Neta salva negócio de teares circulares do avô, paga dívida e agora fatura milhões, em SC

Não é raro ouvir alguém dizer que trabalhar na empresa da família é um caminho mais fácil do que empreender com o próprio negócio. No caso da catarinense Larissa Isensee, de 26 anos, assumir a liderança da Máquinas Isensee significou abraçar a dívida de R$ 1,5 milhão para salvar o legado do avô.

Nelson Isensee, de 70, fundou a fábrica de equipamentos para a indústria têxtil na década de 1980, em Gaspar, em Santa Catarina. Mas, quase 40 anos depois, Nelson estava enfrentando uma crise e decidiu fechar tudo em 2020.

Para evitar o fim da empresa, Larissa assumiu o cargo de CEO. Com a ajuda de teares circulares feitos de sucata, ela acertou as contas e faturou R$ 3,5 milhões em 2024.

Avô abriu negócio na Capital Nacional da Moda Infantil

Larissa mora nos Estados Unidos, mas nasceu e cresceu em Gaspar, declarada a Capital Nacional da Moda Infantil e responsável pela produção de mais de 50% das roupas de crianças dos grandes magazines do Brasil, de acordo com dados da prefeitura.

Foi lá que Nelson fundou a Máquinas Isensee, em 1984, ao perceber que não existiam empresas na região que fizessem manutenções e reparos nos equipamentos da indústria têxtil. Aos poucos, ele começou a apostar também na fabricação de teares circulares (aparelhos para tecer e produzir tecidos).

A catarinense conta que cresceu ao redor do negócio e pediu para trabalhar com o avô aos 14 anos. “Comecei na área de vendas e precisava conciliar a escola com o emprego. Meu avô sempre foi pulso firme, mas entendia que eu precisava parar à tarde para fazer as tarefas e até me ajudava. A gente passava o tempo todo juntos”, diz.
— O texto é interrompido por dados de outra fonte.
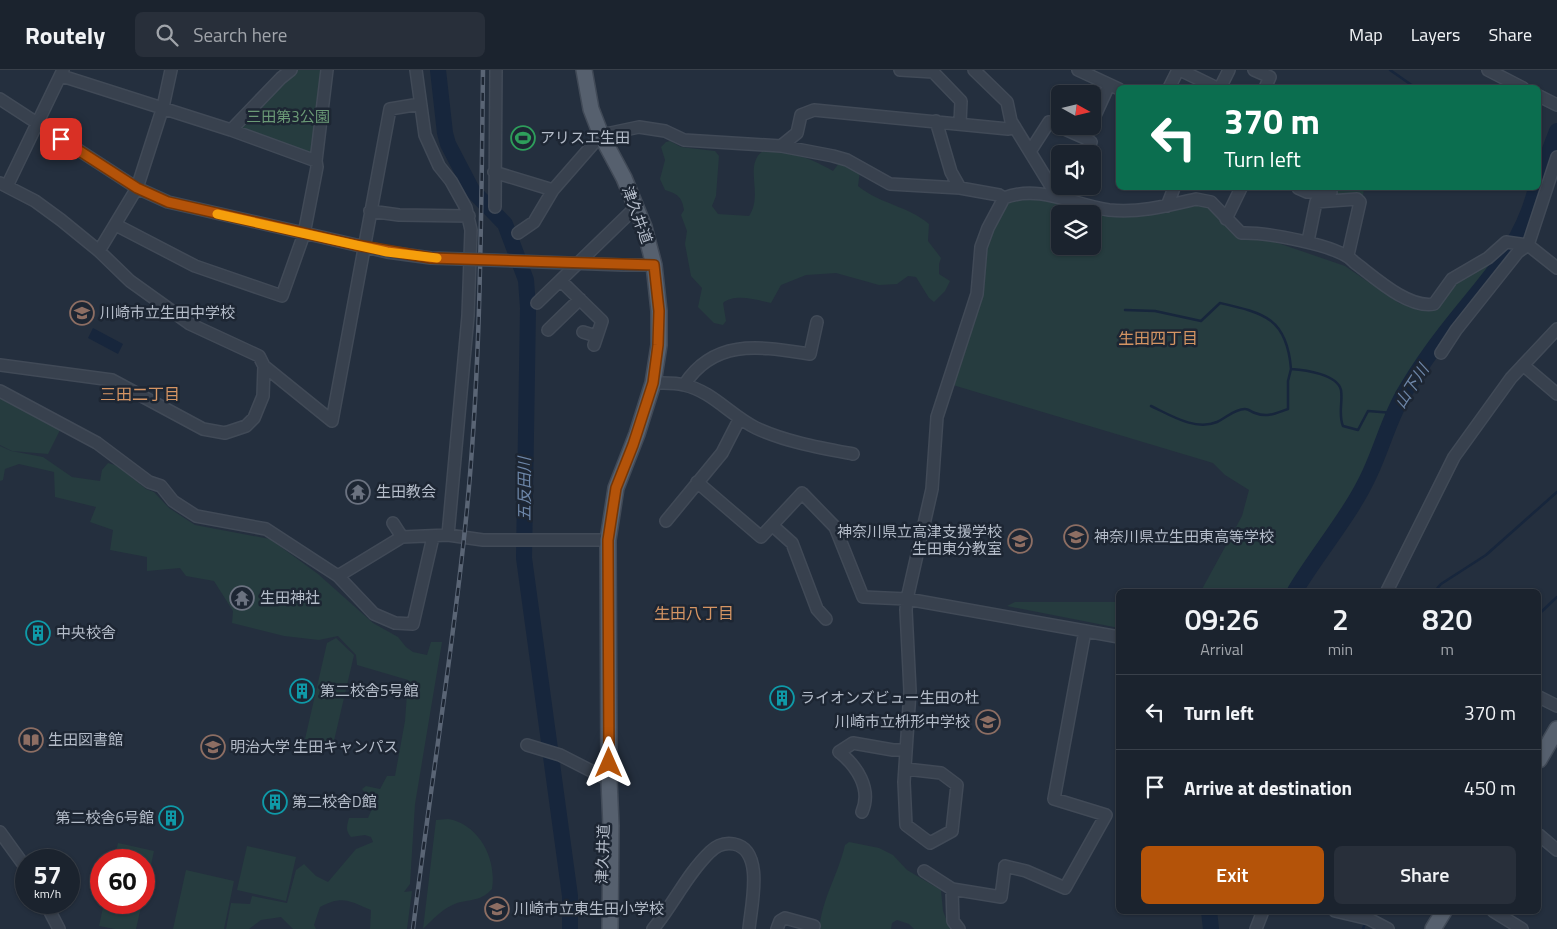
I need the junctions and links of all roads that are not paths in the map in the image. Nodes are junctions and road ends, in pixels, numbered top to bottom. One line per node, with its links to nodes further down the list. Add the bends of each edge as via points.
1 (171, 70): 25 (street)
2 (292, 70): 31 (street)
3 (327, 70): 39 (street)
4 (416, 70): 23 (street)
5 (496, 70): 40 (street)
6 (900, 70): 29 (street, via 933,72 961,101)
7 (1179, 70): 15 (street); 16 (street)
8 (1229, 70): 17 (street)
9 (1254, 70): 18 (street, via 1270,78)
10 (1488, 70): 19 (street)
11 (1084, 71): 20 (street)
12 (587, 72): 32 (main road, 津久井道, via 591,109)
13 (979, 72): 30 (street, via 1007,102)
14 (63, 73): 25 (street); 28 (street)
15 (1172, 85)
16 (1212, 85)
17 (1221, 85)
18 (1266, 85)
19 (1517, 85)
20 (1114, 87): 26 (street)
21 (1541, 97): 24 (street)
22 (0, 99): 28 (street)
23 (420, 104): 54 (street, via 390,109); 55 (street, via 431,152 451,181)
24 (1557, 105)
25 (163, 107): 31 (street); 42 (street)
26 (1101, 108)
27 (936, 122): 29 (street); 36 (street, via 814,110 801,115 797,134); 43 (street, via 951,172)
28 (37, 124): 41 (street); 42 (street)
29 (960, 124): 30 (street)
30 (1015, 127): 37 (street)
31 (231, 130): 39 (street)
32 (601, 135): 36 (street, via 652,127 691,142); 44 (street); 53 (main road, 津久井道)
33 (1086, 135): 34 (street)
34 (1085, 138): 35 (street, via 1092,142); 37 (street, via 1049,122)
35 (1090, 145)
36 (781, 146): 43 (street, via 847,160 890,184)
37 (1031, 150): 49 (street)
38 (1557, 157): 61 (street)
39 (316, 161): 59 (street)
40 (494, 172): 44 (street); 51 (street)
41 (4, 185): 63 (street, via 35,202)
42 (137, 188): 57 (street); 59 (street, via 180,206)
43 (960, 188): 50 (street)
44 (554, 190): 58 (street, via 534,222)
45 (1173, 190): 52 (street)
46 (1236, 190): 56 (street)
47 (1303, 190): 48 (street)
48 (1331, 192)
49 (1058, 197): 50 (street, via 1028,194); 52 (street, via 1076,204 1118,210 1150,211)
50 (1004, 198): 94 (street, via 982,247 977,294 937,417 932,490)
51 (498, 206)
52 (1167, 206): 56 (street, via 1205,200)
53 (636, 207): 65 (main road, 津久井道); 67 (street)
54 (370, 211): 55 (street); 62 (street)
55 (468, 216): 88 (street, via 471,246 468,316)
56 (1226, 219): 60 (street, via 1242,233 1257,232)
57 (116, 225): 59 (street, via 195,266 282,296); 63 (street)
58 (518, 233)
59 (304, 234): 62 (street)
60 (1308, 241): 64 (street); 64 (street, via 1316,202 1357,199 1360,202)
61 (1519, 243): 64 (street, via 1506,242 1488,258 1452,279 1434,304 1428,305 1401,297); 66 (street); 74 (street, via 1518,252)
62 (364, 247): 65 (street, bridge, via 431,258); 77 (street, via 332,421)
63 (99, 251): 77 (street, via 130,281 190,324 259,356)
64 (1348, 255)
65 (654, 265): 78 (main road, 津久井道, via 659,311)
66 (1557, 268)
67 (561, 281): 68 (street); 69 (street)
68 (580, 299): 72 (street); 73 (street, via 602,321 595,341)
69 (537, 303)
70 (817, 322): 79 (street, via 810,354 752,346 708,358)
71 (1557, 329): 76 (street)
72 (548, 330)
73 (583, 332)
74 (1441, 353)
75 (0, 365): 77 (street, via 112,380 203,429 225,433 246,426 259,408 264,396)
76 (1523, 365): 81 (street); 93 (street, via 1454,457)
77 (264, 366)
78 (653, 383): 79 (street); 91 (main road, 津久井道, via 616,488)
79 (684, 384): 82 (street, via 711,396)
80 (0, 391): 92 (street, via 98,443 141,476 161,486 173,501 196,516 266,529)
81 (1557, 394)
82 (740, 418): 83 (street, via 777,436); 84 (street, via 722,453)
83 (853, 454)
84 (697, 482): 85 (street); 87 (street, via 761,537)
85 (666, 521)
86 (393, 523): 89 (street)
87 (773, 526): 94 (street, via 802,493 835,527 863,597); 95 (street, via 792,543 818,609)
88 (448, 535): 90 (street); 91 (street, via 483,540)
89 (402, 537): 90 (street); 92 (street)
90 (433, 537): 92 (street, via 414,624 395,623 374,614)
91 (608, 540): 105 (main road, 津久井道)
92 (338, 576)
93 (1388, 589)
94 (907, 598): 96 (street); 102 (street, via 910,691)
95 (826, 619)
96 (1085, 631): 97 (street); 112 (street, via 1054,799 1106,815 1065,888 1026,870 1005,866 1001,897)
97 (1116, 636)
98 (1541, 698): 99 (street)
99 (1557, 706)
100 (1557, 729): 103 (main road)
101 (526, 745): 105 (street, via 560,755)
102 (906, 750): 104 (street); 106 (street, via 854,742 839,752 858,772 865,801)
103 (1541, 757)
104 (906, 769): 104 (street, via 941,772 957,785 952,831 930,843 906,825)
105 (609, 780): 120 (main road, 津久井道, via 604,807); 121 (main road, 津久井道)
106 (862, 812)
107 (0, 832): 110 (street)
108 (1541, 837): 109 (street)
109 (1557, 850)
110 (15, 853)
111 (924, 871): 112 (street)
112 (952, 889): 125 (street, via 953,921)
113 (51, 914): 119 (street)
114 (1262, 914): 126 (street)
115 (1348, 914): 127 (street)
116 (1442, 914): 128 (main road)
117 (1499, 914): 129 (street)
118 (814, 926): 124 (street, via 785,918)
119 (59, 929)
120 (599, 929)
121 (610, 929)
122 (652, 929): 123 (street, via 700,862 719,845 728,842 746,849 752,857)
123 (749, 929)
124 (777, 929)
125 (959, 929)
126 (1256, 929)
127 (1388, 929)
128 (1433, 929)
129 (1522, 929)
Com o passar dos anos, Larissa quis conhecer outros setores da Máquinas Isensee e investiu em cursos para se preparar. Primeiro, ela fez um intercâmbio para aprender inglês e conseguir negociar com fornecedores estrangeiros. Depois, decidiu cursar Administração para aprender o lado técnico da gestão de uma empresa.
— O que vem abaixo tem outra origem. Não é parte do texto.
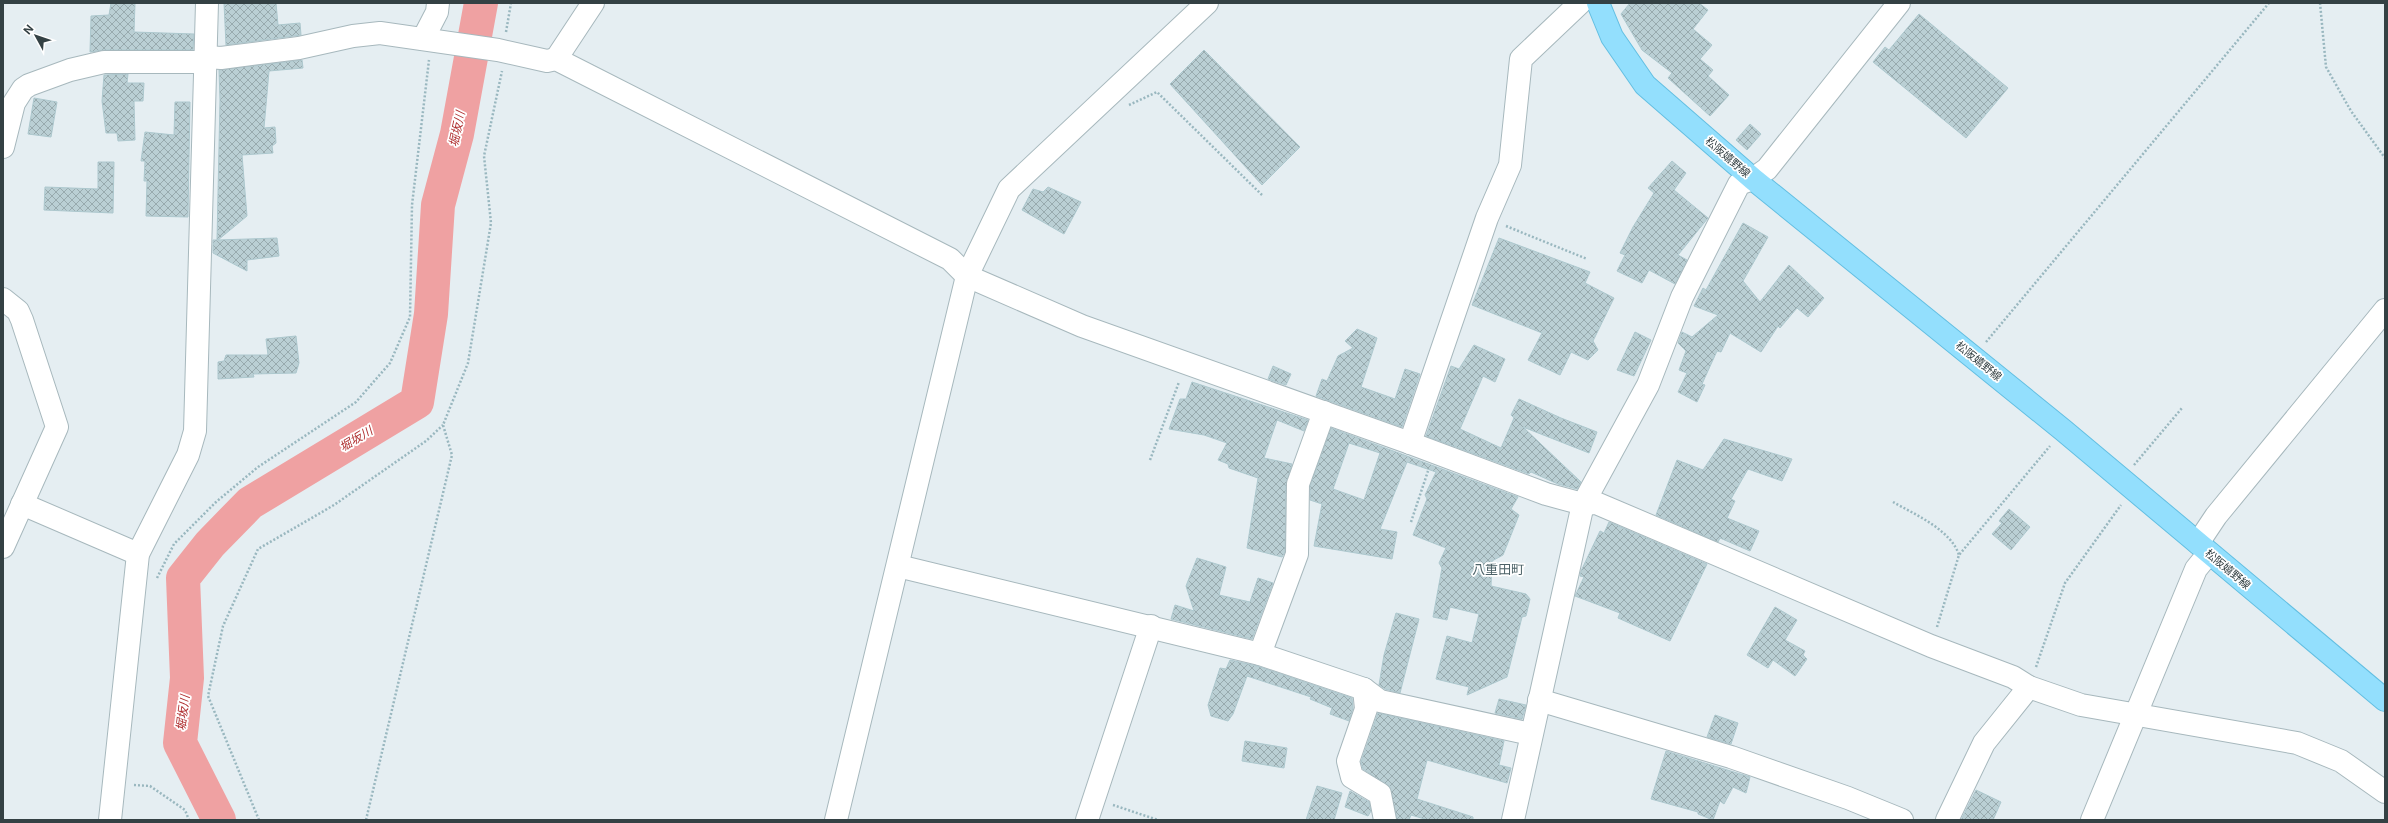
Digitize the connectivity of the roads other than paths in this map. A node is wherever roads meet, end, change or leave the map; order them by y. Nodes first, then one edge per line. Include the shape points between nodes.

“Eu vi que não tinha ninguém que fizesse algumas funções importantes, como o desenvolvimento das relações internacionais, então decidi aprender. Passo a passo, eu percebia do que o negócio precisava e ia estudando”, conta a empresária.

Ela diz que ser herdeira não foi fácil

Apesar de ter se encantado com a área de vendas, Larissa passou por todos setores da Máquinas Isensee, do financeiro ao administrativo. A grande mudança veio em 2020: Nelson decidiu fechar e vender a fábrica, que passava por uma grave crise financeira, e demitir todos os funcionários. Para evitar o fim, Larissa assumiu a liderança da empresa, aos 22 anos.

“Eu falei que não deixaria fechar, porque gostava muito do que fazia e não queria perder o legado da família. Até hoje, quando eu falo para as pessoas que trabalho com a empresa que era do meu avô, elas dizem: ‘Então foi muito fácil’. Mas não é assim, não foi nada fácil”, afirma.

Para colocar as contas em ordem, ela renegociou as dívidas, montou uma equipe com profissionais especializados em áreas técnicas, trocou os fornecedores e chegou a ficar sem salário por alguns meses. Segundo ela, a dívida acumulada era de cerca de R$ 1,5 milhão – e o faturamento anual da época era de R$ 1 milhão.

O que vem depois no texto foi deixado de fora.